"Paul Levinson's It's Real Life is a page-turning exploration into that multiverse known as rock and roll. But it is much more than a marvelous adventure narrated by a master storyteller...it is also an exquisite meditation on the very nature of alternate history." -- Jack Dann, The Fiction Writer's Guide to Alternate History

Thursday, May 31, 2018

The Americans Finale: What the Series Was Always About



An exquisite, satisfyingly restrained, even beautiful finale to The Americans tonight - a series which only in this, its sixth and final season, has become, in my view, one of the finest series ever on television.  This is because, although the series started as gangbusters in its first year, and although it never lost the astonishing originality of its premise and first season, it meandered, almost got repetitive and stuck in a quagmire in subsequent years, only to reclaim the best that it was was and exceed it in this last season.

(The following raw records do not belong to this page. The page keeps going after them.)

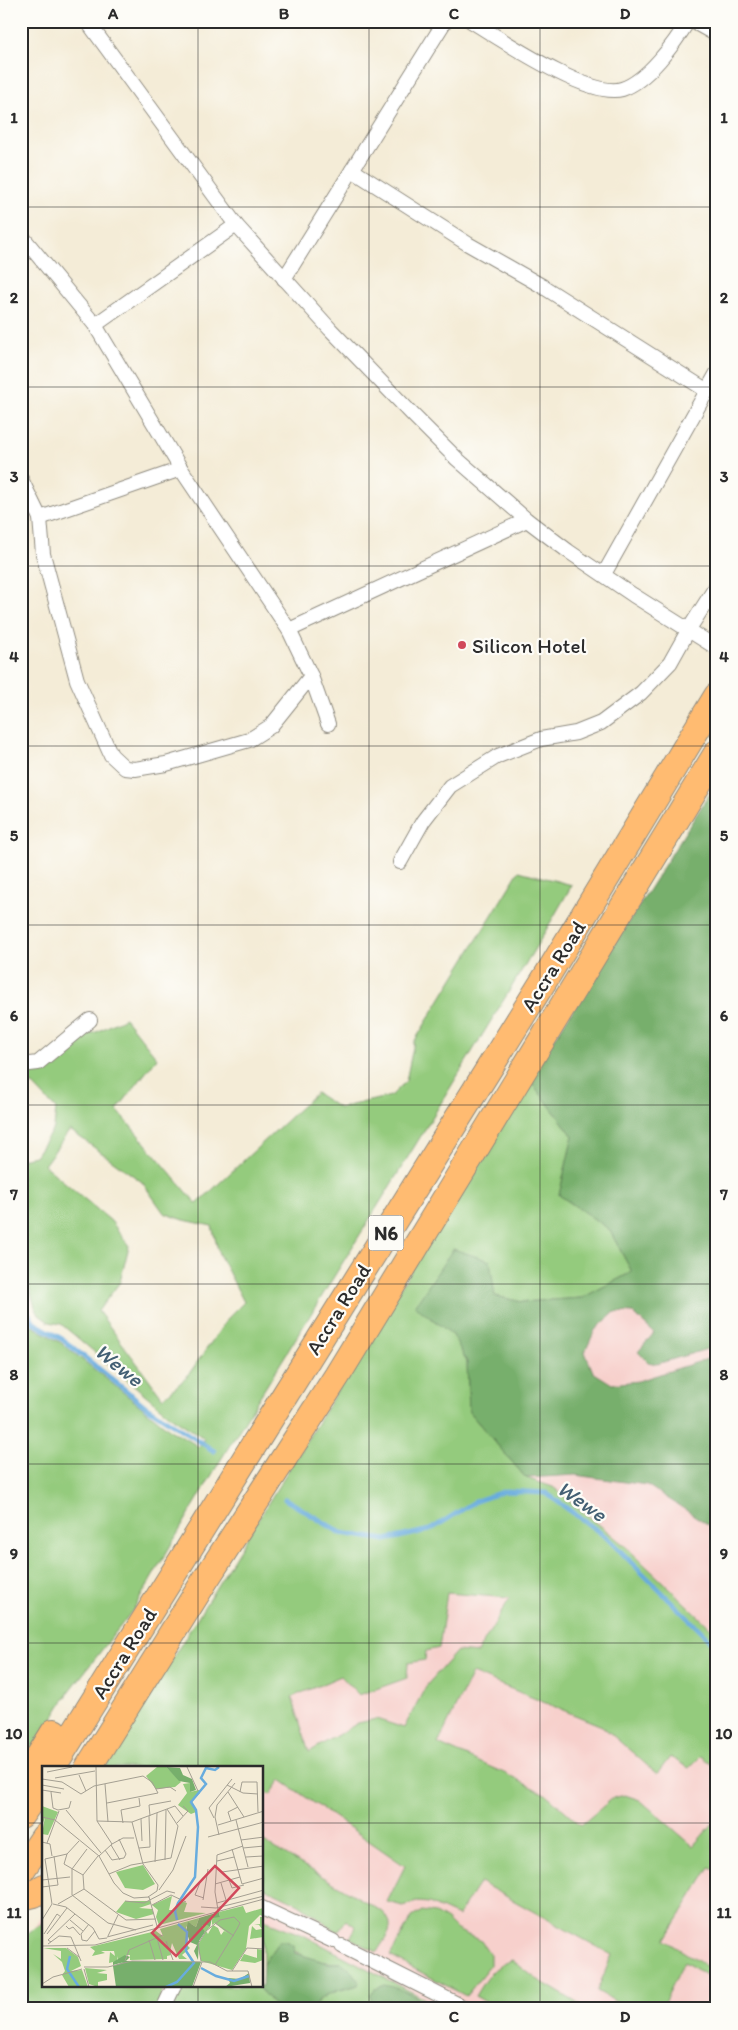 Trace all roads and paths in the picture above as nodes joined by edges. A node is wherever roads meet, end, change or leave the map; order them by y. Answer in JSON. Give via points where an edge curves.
{"nodes":[{"id":1,"x":87,"y":21,"type":"edge"},
{"id":2,"x":445,"y":21,"type":"edge"},
{"id":3,"x":471,"y":21,"type":"edge"},
{"id":4,"x":688,"y":21,"type":"edge"},
{"id":5,"x":692,"y":21,"type":"edge"},
{"id":6,"x":717,"y":35,"type":"edge"},
{"id":7,"x":352,"y":170,"type":"junction"},
{"id":8,"x":236,"y":225,"type":"junction"},
{"id":9,"x":21,"y":235,"type":"edge"},
{"id":10,"x":284,"y":279,"type":"junction"},
{"id":11,"x":95,"y":325,"type":"junction"},
{"id":12,"x":717,"y":373,"type":"edge"},
{"id":13,"x":706,"y":390,"type":"junction"},
{"id":14,"x":181,"y":469,"type":"junction"},
{"id":15,"x":21,"y":479,"type":"edge"},
{"id":16,"x":40,"y":518,"type":"junction"},
{"id":17,"x":527,"y":520,"type":"junction"},
{"id":18,"x":604,"y":574,"type":"junction"},
{"id":19,"x":717,"y":585,"type":"edge"},
{"id":20,"x":689,"y":629,"type":"junction"},
{"id":21,"x":289,"y":630,"type":"junction"},
{"id":22,"x":717,"y":648,"type":"edge"},
{"id":23,"x":312,"y":676,"type":"junction"},
{"id":24,"x":717,"y":696,"type":"edge"},
{"id":25,"x":328,"y":724,"type":"dead end"},
{"id":26,"x":717,"y":753,"type":"edge"},
{"id":27,"x":400,"y":862,"type":"dead end"},
{"id":28,"x":90,"y":1020,"type":"dead end"},
{"id":29,"x":21,"y":1065,"type":"edge"},
{"id":30,"x":144,"y":1621,"type":"junction"},
{"id":31,"x":47,"y":1766,"type":"edge"},
{"id":32,"x":52,"y":1766,"type":"edge"},
{"id":33,"x":89,"y":1766,"type":"edge"},
{"id":34,"x":42,"y":1776,"type":"edge"},
{"id":35,"x":42,"y":1782,"type":"edge"},
{"id":36,"x":34,"y":1795,"type":"edge"},
{"id":37,"x":42,"y":1840,"type":"edge"},
{"id":38,"x":21,"y":1871,"type":"edge"},
{"id":39,"x":264,"y":1909,"type":"edge"},
{"id":40,"x":173,"y":1988,"type":"edge"},
{"id":41,"x":162,"y":2009,"type":"edge"},
{"id":42,"x":466,"y":2009,"type":"edge"}],
"edges":[{"from":1,"to":8,"type":"street"},
{"from":2,"to":7,"type":"street"},
{"from":3,"to":4,"type":"street","via":[[559,74],[595,88],[621,89],[645,76]]},
{"from":5,"to":6,"type":"street"},
{"from":7,"to":10,"type":"street"},
{"from":7,"to":13,"type":"street"},
{"from":8,"to":10,"type":"street"},
{"from":8,"to":11,"type":"street"},
{"from":9,"to":11,"type":"street"},
{"from":10,"to":17,"type":"street","via":[[457,459]]},
{"from":11,"to":14,"type":"street"},
{"from":12,"to":13,"type":"street"},
{"from":13,"to":18,"type":"street"},
{"from":14,"to":16,"type":"street"},
{"from":14,"to":21,"type":"street"},
{"from":15,"to":16,"type":"street"},
{"from":16,"to":23,"type":"street","via":[[43,554],[77,680],[111,755],[125,768],[166,764],[249,740],[271,726]]},
{"from":17,"to":18,"type":"street"},
{"from":17,"to":21,"type":"street"},
{"from":18,"to":20,"type":"street"},
{"from":19,"to":20,"type":"street"},
{"from":20,"to":22,"type":"street"},
{"from":20,"to":27,"type":"street","via":[[670,663],[640,693],[601,723],[576,733],[541,739],[506,753],[450,786],[423,822]]},
{"from":21,"to":23,"type":"street"},
{"from":23,"to":25,"type":"street"},
{"from":24,"to":30,"type":"highway","name":"Accra Road","number":"N6","via":[[543,982]]},
{"from":26,"to":33,"type":"highway","name":"Accra Road","number":"N6","via":[[337,1376]]},
{"from":28,"to":29,"type":"street","via":[[38,1063]]},
{"from":30,"to":31,"type":"highway","via":[[78,1693]]},
{"from":30,"to":32,"type":"highway","name":"Accra Road","number":"N6"},
{"from":34,"to":36,"type":"highway"},
{"from":35,"to":36,"type":"highway","name":"Accra Road","number":"N6"},
{"from":37,"to":38,"type":"highway"},
{"from":39,"to":42,"type":"street"},
{"from":40,"to":41,"type":"street"}]} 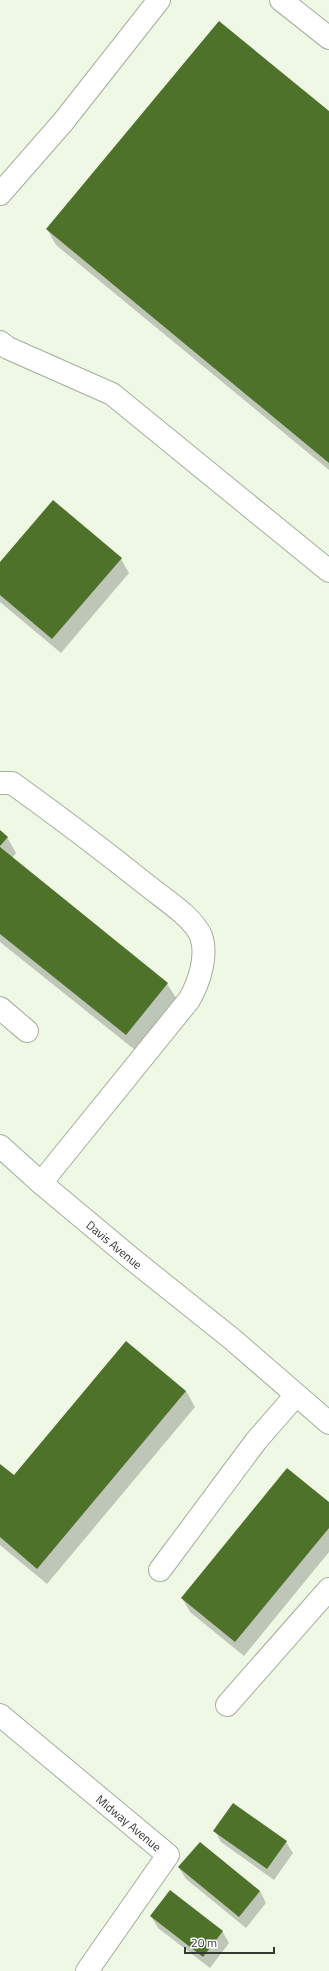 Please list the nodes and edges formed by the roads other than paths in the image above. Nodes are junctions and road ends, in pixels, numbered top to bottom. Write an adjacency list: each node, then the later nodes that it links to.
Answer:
1 (159, 0): 4 (street)
2 (281, 0): 3 (street)
3 (329, 38)
4 (0, 194)
5 (0, 342): 6 (street)
6 (329, 571)
7 (0, 783): 11 (street)
8 (0, 1008): 9 (street)
9 (27, 1031)
10 (0, 1146): 11 (street, Davis Avenue)
11 (41, 1183): 12 (street, Davis Avenue)
12 (296, 1395): 13 (street, Davis Avenue); 14 (street)
13 (329, 1423)
14 (160, 1570)
15 (329, 1589): 16 (street)
16 (227, 1705)
17 (0, 1715): 18 (street, Midway Avenue)
18 (87, 1971)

And the 90-minute finale was at the apex of this extraordinary season.  Rather than analyze it in a linear way, I'd rather just share some thoughts about the highlights of what was just on the screen:

  • I said to my wife that we'd never leave our son, as Philip convinced Elizabeth to do with their son, Henry.  My wife agreed completely - then added, but you and I never killed anyone.
  • The scene with Stan holding a gun on Philip, Elizabeth, and Paige was brilliant, and only the second best in the episode. (It contained peak performances by Noah Emmerich as Stan and Matthew Rhys as Philip, with Keri Russell as Elizabeth and Holly Taylor as Paige putting in their best incandescent performances in the scene between them last week.)  Philip and Elizabeth were always good talkers - as good in talking their way into and out of situations as they were with guns and weapons - and Paige has clearly learned and/or inherited that way with words.   Is Stan's letting them all go believable?  Tough call, but I think it is.  His human connection to Philip and family triumphed over Stan's profession, which was part of what this series was all about. Paige's being there brought out Stan's humanity - he certainly wouldn't have shot her parents right in front of her, except if they were attacking him, which they wisely did not.  But Stan's decision was based on a lie - the lie that Philip and Elizabeth never killed anyone - and it's not clear if Stan really believed it. (Actually, why would he?  He had been searching for the couple who had killed FBI agents.)  Back in headquarters, when his colleagues have identified Philip and Elizabeth, Stan vows to kill them.  Was that for his partner's sake, or does a part of him really feel that way, because he now knows for sure that Philip and Elizabeth lied to him one last time about never killing anyone.
  • Meanwhile, Philip finally had a disguise that was utterly convincing.  Not quite Elizabeth.  Paige's disguise was better than Elizabeth's.  At least the producers made some progress in the disguise department.
  • We still don't know if Renee is working for the Soviets.  Stan doesn't know, either.  It's good not to see every loose end tied up.
  • And the best scene, of course, was the very last scene, with Philip and Elizabeth in Moscow, starting to speak in Russian, ending in English, two souls who had sacrificed their lives for a greater cause, created and raised two children, now having only each other.  Say what you will about the evil of their cause, it was still gratifying and right to see them alive like this, at the end.
And maybe that, too, is what this uniquely memorable series was all about.